According to the U.S. Department of Education’s National Center for Education Statistics, the cost of undergraduate tuition and fees, along with room and board at a public institution, was approximately $16,757 for the 2015-2016 academic year. Looking at a private nonprofit institution? The average cost was estimated at $43,065 for that same year. As we know, tuition costs tend to go up, not down. So, regardless of whether you’ve set your sights on a public university or private one, you’ll probably need financial aid.
That part-time job you’ve had for the past couple of years will help pay for your education. But unless you spent the past few summers successfully panning for gold, you’re likely looking for other sources to fund your college bills. Maybe your parents can help with some of your expenses. Even so, in order to complete your college education, you’ll need money, and in order to get that money, you’ll need FAFSA.
FAFSA is the Free Application for Federal Student Aid, a form that students complete to check whether they’re eligible to receive financial aid. Federal student aid includes grants, work-study programs, and low-cost loans. The U.S. Department of Education uses the data from the FAFSA to determine your eligibility for federal student aid. The FAFSA may also determine your eligibility for state and school aid. There’s a good chance that you’re eligible for some form of financial aid, and even if you’re not, you’ll learn whether or not you’re eligible for a Stafford Loan.
The FAFSA opens the door to the following sources of financial aid offered by the federal government:
- Pell Grants provide grants of up to $5,815 for students with an expected lower family contribution, according to statistics from the 2016-2017 award year. Students who failed to complete the FAFSA lost out on $2.7 billion in free federal Pell grants, so don’t let that happen to you. If there’s money available, you should get your share of it.
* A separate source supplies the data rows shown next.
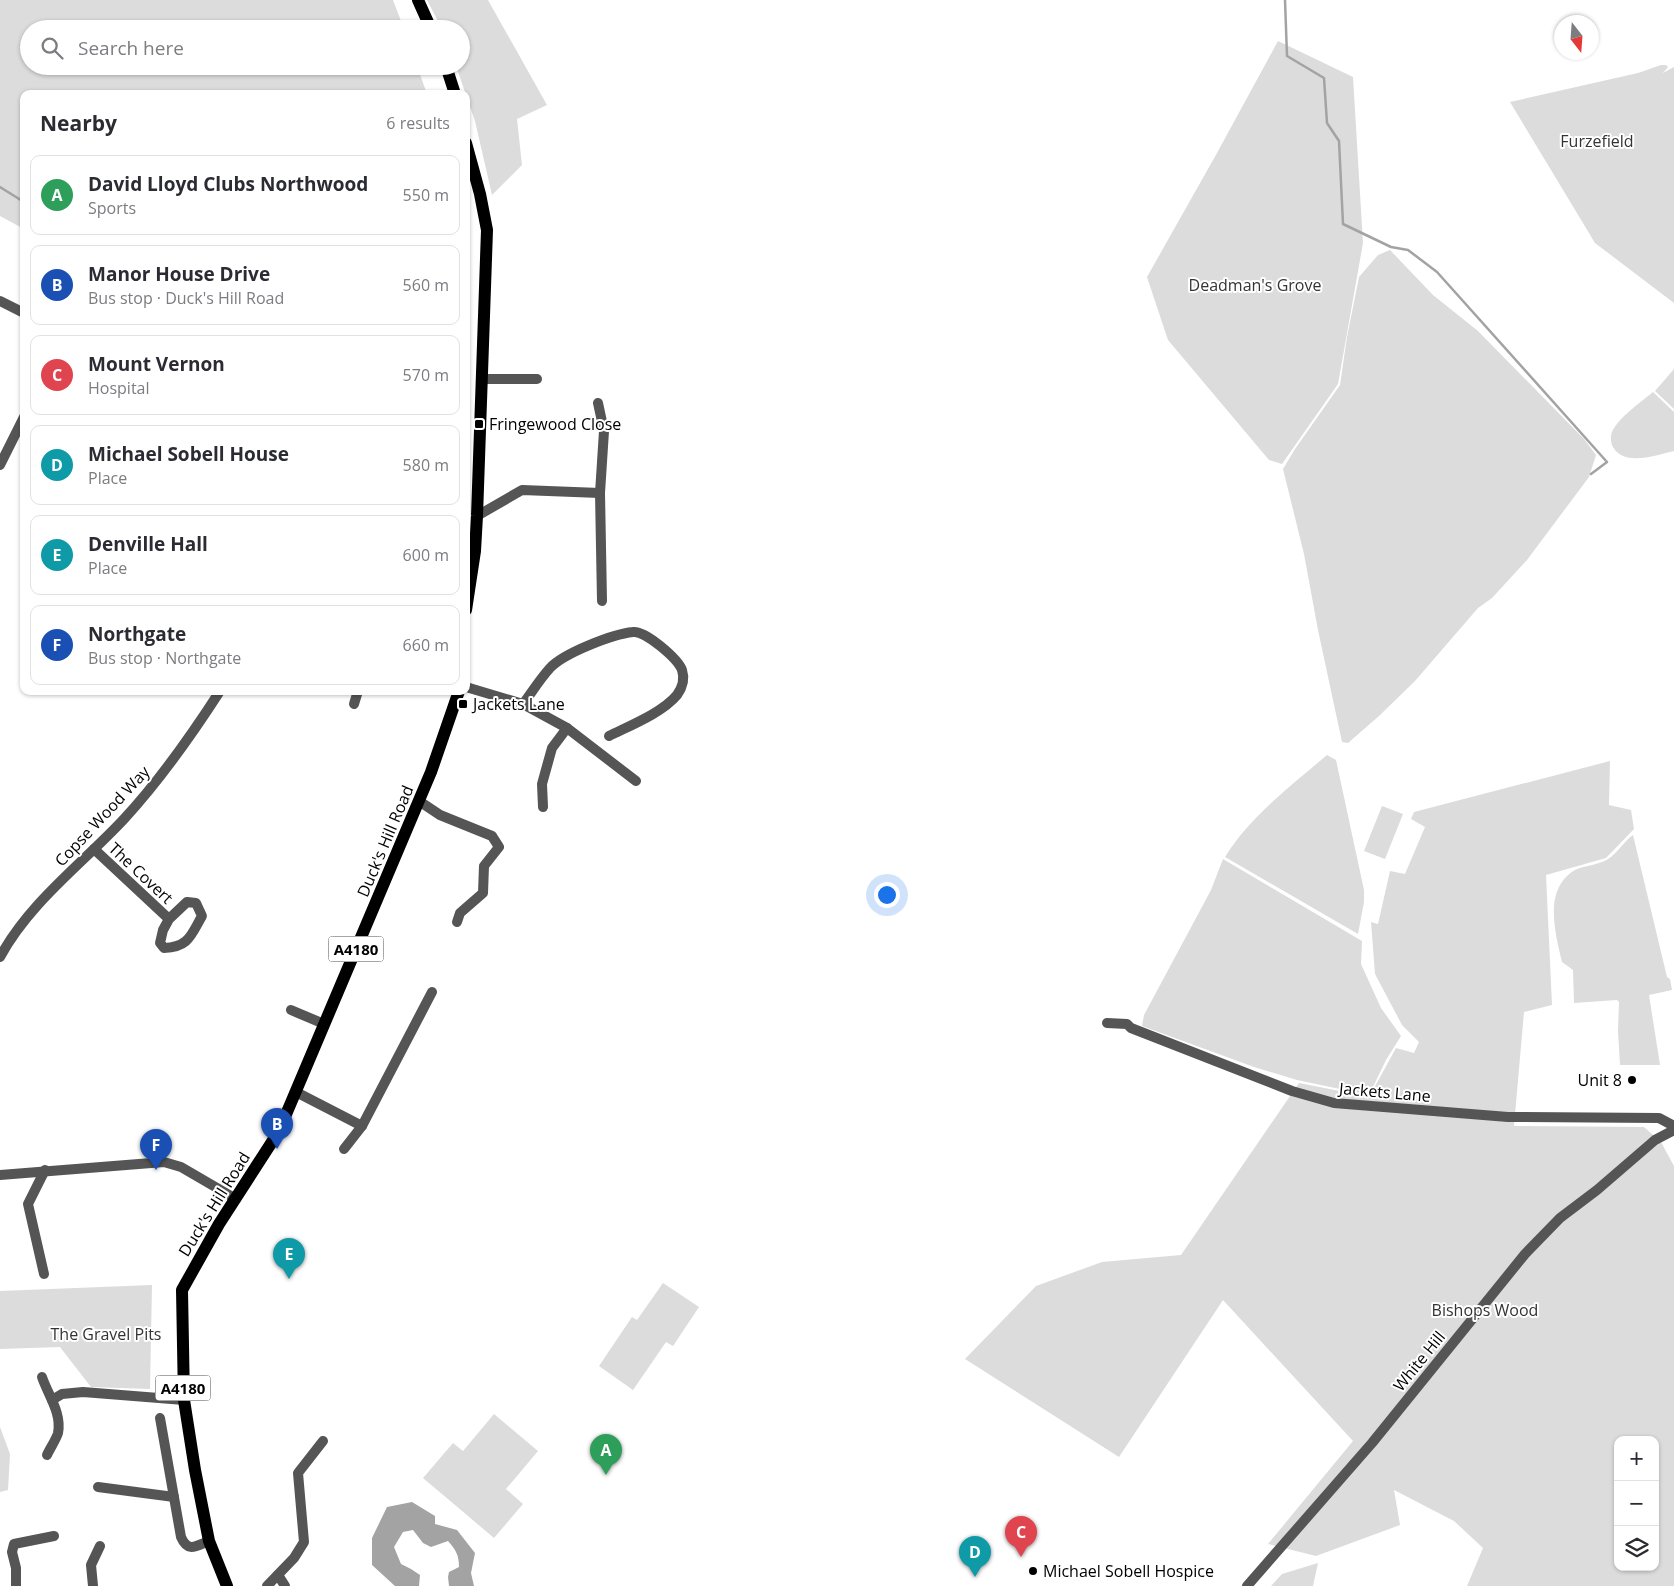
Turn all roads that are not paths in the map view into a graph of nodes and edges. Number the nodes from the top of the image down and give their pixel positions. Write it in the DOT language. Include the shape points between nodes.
graph roads {
  1 [pos="418,0"];
  2 [pos="427,20"];
  3 [pos="449,75"];
  4 [pos="454,90"];
  5 [pos="470,158"];
  6 [pos="0,301"];
  7 [pos="20,311"];
  8 [pos="482,379"];
  9 [pos="537,379"];
  10 [pos="598,404"];
  11 [pos="20,426"];
  12 [pos="0,464"];
  13 [pos="600,493"];
  14 [pos="477,516"];
  15 [pos="471,550"];
  16 [pos="602,600"];
  17 [pos="470,688"];
  18 [pos="217,695"];
  19 [pos="357,695"];
  20 [pos="458,695"];
  21 [pos="354,704"];
  22 [pos="523,704"];
  23 [pos="567,728"];
  24 [pos="609,736"];
  25 [pos="636,781"];
  26 [pos="419,801"];
  27 [pos="543,807"];
  28 [pos="94,849"];
  29 [pos="169,919"];
  30 [pos="457,922"];
  31 [pos="0,936"];
  32 [pos="6,946"];
  33 [pos="0,957"];
  34 [pos="432,992"];
  35 [pos="290,1010"];
  36 [pos="1107,1022"];
  37 [pos="324,1024"];
  38 [pos="296,1092"];
  39 [pos="362,1126"];
  40 [pos="1674,1126"];
  41 [pos="1674,1130"];
  42 [pos="344,1149"];
  43 [pos="45,1170"];
  44 [pos="0,1175"];
  45 [pos="236,1199"];
  46 [pos="44,1274"];
  47 [pos="42,1376"];
  48 [pos="52,1400"];
  49 [pos="184,1400"];
  50 [pos="160,1418"];
  51 [pos="323,1441"];
  52 [pos="47,1454"];
  53 [pos="98,1487"];
  54 [pos="174,1497"];
  55 [pos="54,1536"];
  56 [pos="209,1541"];
  57 [pos="100,1546"];
  58 [pos="278,1574"];
  59 [pos="16,1586"];
  60 [pos="92,1586"];
  61 [pos="227,1586"];
  62 [pos="267,1586"];
  63 [pos="285,1586"];
  64 [pos="1247,1586"];
  1 -- 2 [label="main road"];
  3 -- 4 [label="main road"];
  5 -- 8 [label="main road" via="487,230"];
  6 -- 7 [label="street"];
  8 -- 9 [label="street"];
  8 -- 14 [label="main road"];
  10 -- 13 [label="street" via="604,431"];
  11 -- 12 [label="street"];
  13 -- 14 [label="street" via="522,490"];
  13 -- 16 [label="street"];
  14 -- 15 [label="main road"];
  17 -- 22 [label="street"];
  18 -- 28 [label="street, Copse Wood Way" via="160,776"];
  19 -- 21 [label="street"];
  20 -- 26 [label="main road, Duck's Hill Road / A4180"];
  22 -- 23 [label="street"];
  22 -- 24 [label="street" via="551,667 571,653 618,635 635,631 642,633 679,664 684,680 676,696 656,712"];
  23 -- 25 [label="street"];
  23 -- 27 [label="street" via="552,748 542,784"];
  26 -- 30 [label="street" via="440,815 492,836 500,847 484,866 483,893 460,913"];
  26 -- 37 [label="main road, Duck's Hill Road / A4180"];
  28 -- 29 [label="street, The Covert"];
  28 -- 32 [label="street, Copse Wood Way" via="32,910"];
  29 -- 29 [label="street, The Covert" via="160,943 164,948 175,948 186,942 202,916 196,903 187,902"];
  31 -- 32 [label="street"];
  32 -- 33 [label="street, Copse Wood Way"];
  34 -- 39 [label="street"];
  35 -- 37 [label="street"];
  36 -- 40 [label="street, Jackets Lane" via="1127,1024 1292,1091 1334,1103 1508,1117 1659,1118"];
  37 -- 38 [label="main road, Duck's Hill Road / A4180"];
  38 -- 39 [label="street"];
  38 -- 45 [label="main road, Duck's Hill Road / A4180" via="279,1132"];
  39 -- 42 [label="street"];
  41 -- 64 [label="street, White Hill" via="1655,1140 1560,1218 1525,1254 1372,1442"];
  43 -- 44 [label="street"];
  43 -- 45 [label="street" via="164,1162 181,1167"];
  43 -- 46 [label="street" via="28,1204"];
  45 -- 49 [label="main road, Duck's Hill Road / A4180" via="182,1290"];
  47 -- 48 [label="street"];
  48 -- 49 [label="street" via="62,1394 83,1392"];
  48 -- 52 [label="street" via="56,1406 58,1434"];
  49 -- 56 [label="main road, Duck's Hill Road / A4180"];
  50 -- 54 [label="street"];
  51 -- 58 [label="street" via="298,1473 304,1542"];
  53 -- 54 [label="street"];
  54 -- 56 [label="street" via="184,1543 194,1547"];
  55 -- 59 [label="street" via="14,1544"];
  56 -- 61 [label="main road, Duck's Hill Road / A4180"];
  57 -- 60 [label="street" via="91,1565"];
  58 -- 62 [label="street"];
  58 -- 63 [label="street"];
}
- Federal Work-Study Programs provide part-time work for students. Generally, the federal government pays half of the student’s wages while the school pays the other half.
- Stafford Loans are federal direct subsidized loans with a fixed interest rate of 4.29%. As long as the student is enrolled at least half-time, the interest on the loan is paid by the government. Unsubsidized loans are also available at the same fixed interest rate.
- Federal Perkins Loans are like the Stafford Loans, but schools that are Title-IV eligible lend the funds to the student directly at a fixed 5% interest rate.
Tell FAFSA where you want to go.
You can list up to 10 schools on your FAFSA form. It doesn’t matter if you’ve been accepted to attend the school or if you’re sure you want to go there. These schools will automatically receive the results of your FAFSA and use that information to decide what kind of financial aid, and what amounts, you’re eligible to receive. You aren’t obligated to apply for admission to a school on the list.
FAFSA dates and deadlines.
In order to complete the 2019-2020 FAFSA, you’ll need tax information from 2017.
FAFSA forms for the 2019-2020 year became available on October 1, 2018. You can fill it out now because…
The application should be completed as soon as possible after January 1. That’s right, the same date that your New Year’s resolutions begin. Turn 2019 into the year that you do things on time. Mark your calendar for January 1, 2019 and submit the FAFSA before…
The June 30 deadline for the academic year.
Things to remember.
State FAFSA deadlines may be earlier than federal deadlines. Double-check that everything is submitted by the correct timeline.
Federal funds are disbursed as soon as the FAFSA applications are approved. The sooner you submit your application, the sooner you’ll know if you were approved.
You can apply for the FAFSA by:
- Going online
- Calling 1-800-433-3243
- Filling out the paper form
You can correct mistakes immediately if you complete your FAFSA online. Mistakes on a written application can delay the response time and possibly the amount of the money you’ll receive.
The FAFSA help site is designed to provide students and parents with instructions as they fill out the form. Here are some of the most common questions:
Which FAFSA® form should I file?
What are the deadlines for filling out the FAFSA form?
How can my parent fill out the FAFSA if they can’t use my FSA ID?
Why do I have to submit my 2017 tax and income information on my 2019–20 FAFSA form?
What do I do if my FSA ID email address hasn’t been verified?
What do I do if I forgot my FSA ID username and password?
Don’t wait until a college accepts you to complete the FAFSA. Regardless of which college you plan to attend or whether you’ll qualify for FAFSA money, this is a useful form to have on record.
Don’t wait to create your FSA ID, which allows you to log in to U.S. Department of Education websites. If you’re a dependent student, one of your parents will also need to create a FSA ID. This username and password pairing lets you access the myStudentAid app and other information, sign loan contracts, and sign your FAFSA form electronically. You can create your FAFSA ID ahead of time, so it’s ready when you fill out the FAFSA.
There’s a lot to do to get the education you want and fulfill your dream. Completing the FAFSA is one of the easiest ways to make those dreams come true.